On the Same Team

The Nazareth Page - A gospel meditation for the home Depositphotos_55757437_m-2015.jpg

September 30, 2018 – 26th Sunday in Ordinary Time - Mark 9:38-43 ,45, 47-48

When Jesus wanted to make a point that is quite basic, he often talked about water. Water is necessary for life. Most of our body is water. Most of what we eat and drink is water. We can go for days without food, but we can hardly survive for a day or two without water. Humans over the years have lived near sources of clean water because without water, they would not survive. When Jesus wanted to describe God’s gift of eternal life, he spoke of “living waters” which are given to us by God’s Spirit. When Jesus died on the cross, the gospels note that blood and water flowed from him. Scripture scholars suggest that this relates to the sacraments of the Eucharist and Baptism. So, whenever water is mentioned in the gospels, it’s important to pay attention. Important matters are being presented to us.

Parents all have heard a child’s call for a drink of water during the night. While an initial response might be a call to the child to “get it yourself,” good parents know that this request for water is not just for a drink, but for the reassurance that comes from the parent’s immediate presence during the dark of night. They want water, but even more they want mom or dad. They want their water served with love.

 

Today’s gospel presents a dilemma that faced the disciples of Jesus. They had joined Jesus to be part of his group, his band of disciples who were called upon to assist Jesus in his public ministry. They formed a new “we” and saw themselves as distinct from others who were not in their club.
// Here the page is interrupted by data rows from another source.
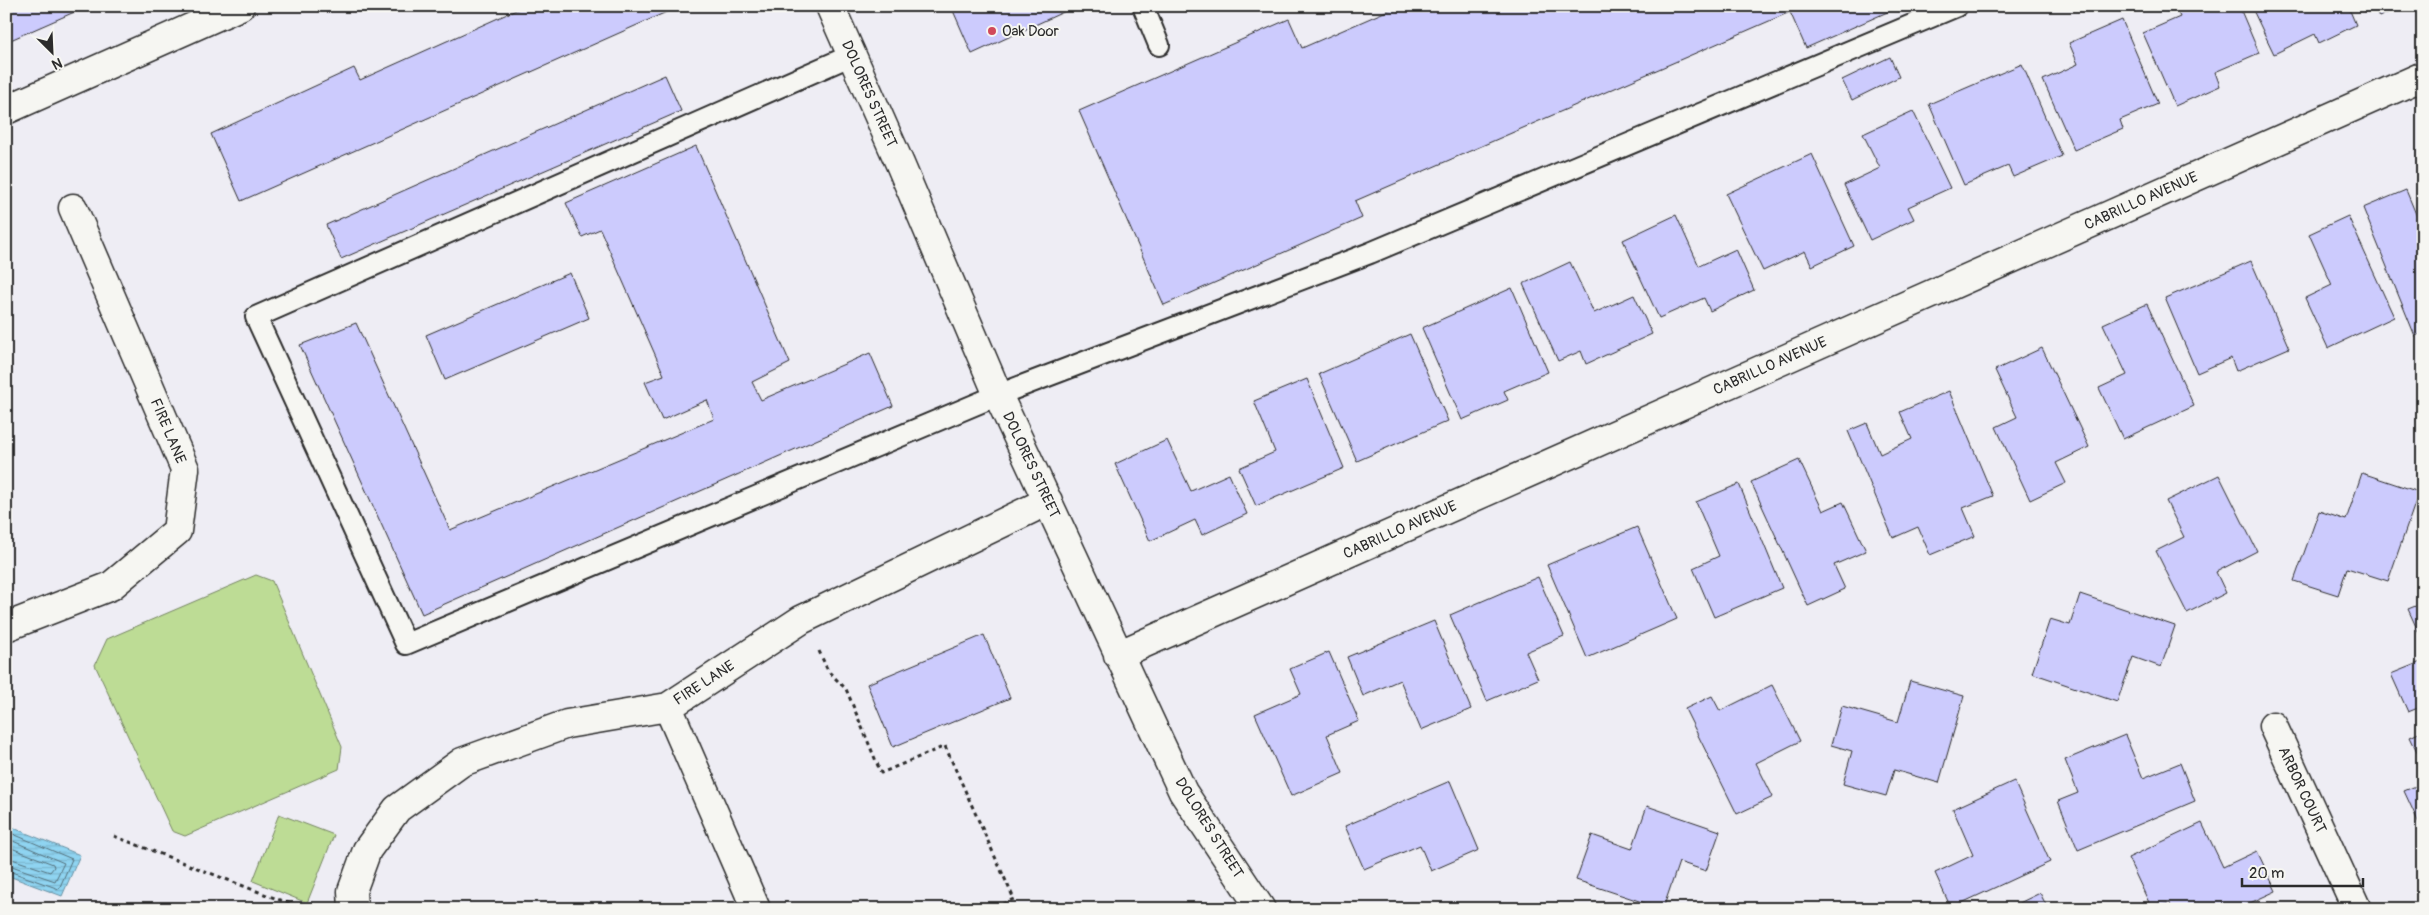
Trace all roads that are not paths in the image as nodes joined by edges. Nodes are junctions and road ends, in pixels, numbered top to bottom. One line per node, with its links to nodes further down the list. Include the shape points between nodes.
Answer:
1 (240, 6): 8 (street)
2 (830, 6): 6 (street, DOLORES STREET)
3 (1143, 6): 5 (lane)
4 (1957, 6): 10 (lane, via 1370,253)
5 (1158, 44)
6 (852, 55): 10 (street, DOLORES STREET); 10 (lane, via 256,317 406,644)
7 (2423, 76): 13 (street, CABRILLO AVENUE)
8 (6, 110)
9 (73, 208): 12 (street, FIRE LANE, via 184,469 177,531 111,586)
10 (998, 395): 11 (street, DOLORES STREET)
11 (1048, 501): 13 (street, DOLORES STREET); 14 (street, FIRE LANE, via 801,620)
12 (6, 627)
13 (1118, 655): 18 (street, DOLORES STREET, via 1183,792)
14 (668, 707): 16 (street, FIRE LANE, via 567,724 462,762 397,809 367,850 352,891); 17 (street)
15 (2273, 726): 19 (street, ARBOR COURT)
16 (353, 909)
17 (756, 909)
18 (1260, 909)
19 (2356, 909)

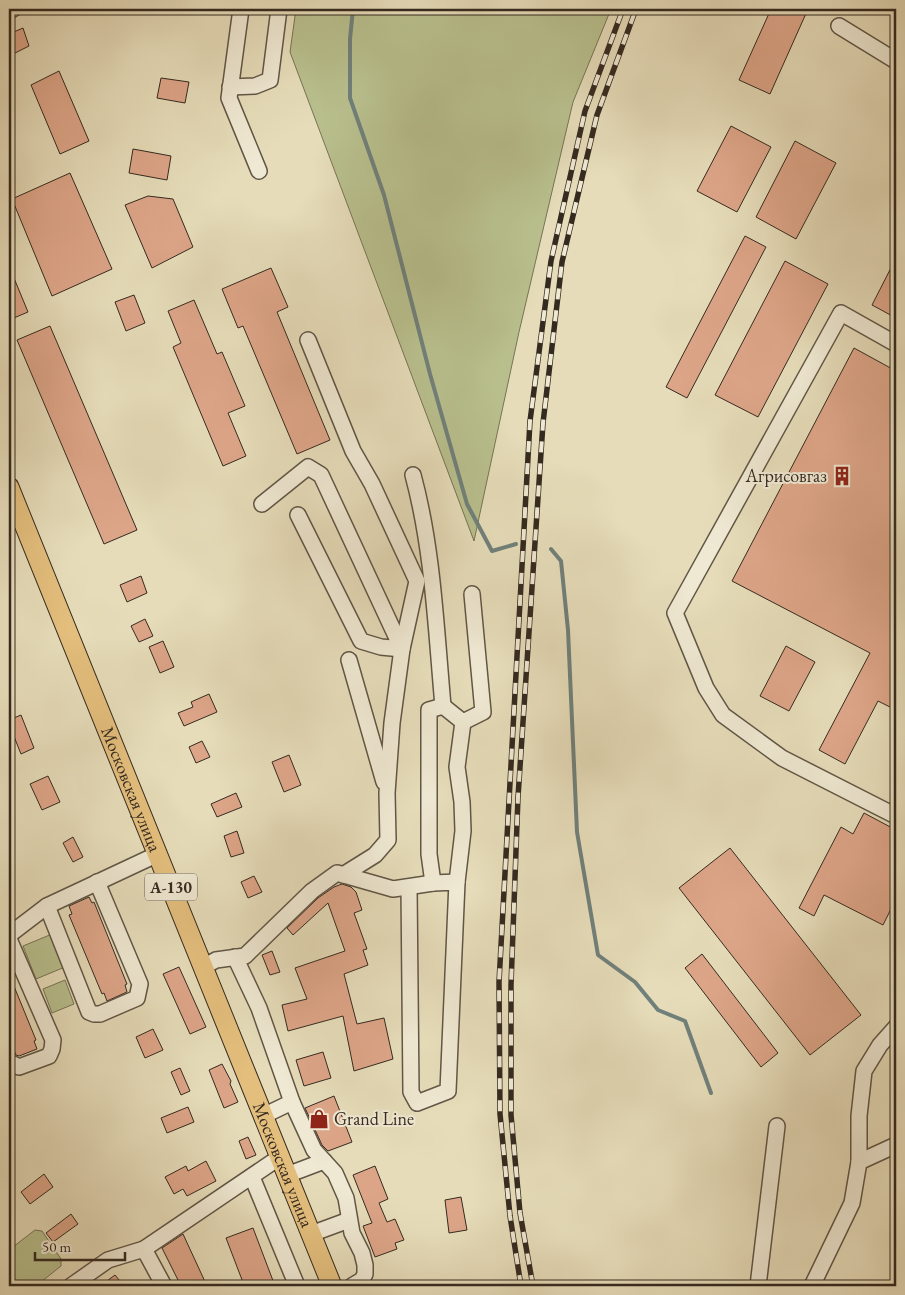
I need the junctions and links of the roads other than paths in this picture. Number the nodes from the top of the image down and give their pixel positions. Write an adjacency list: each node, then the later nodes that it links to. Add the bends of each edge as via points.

A question apparently arose when they saw others, groups, not in their circle, who also claimed to be part of Christ’s operation. They were doing good things, but according to the disciples, they were “outsiders.” Jesus seemed not bothered by this. If they were doing good, let them continue. They are doing what is part of God’s intent for all of us. They are serving the needs of those who need their help. So, be careful about judging the good done by others. It’s not about who is doing what. It is about what’s being done. Goodness and Godness is not restricted to one person or to one group. We are all sisters and brothers in the Lord.

This can be of importance to families that might be divided by group allegiance or religious affiliation. Again, if anyone does good, which may only mean the giving of a drink of water to a little one, let it be. In fact, let that be celebrated and acknowledged as an important part of what God desires from all of us.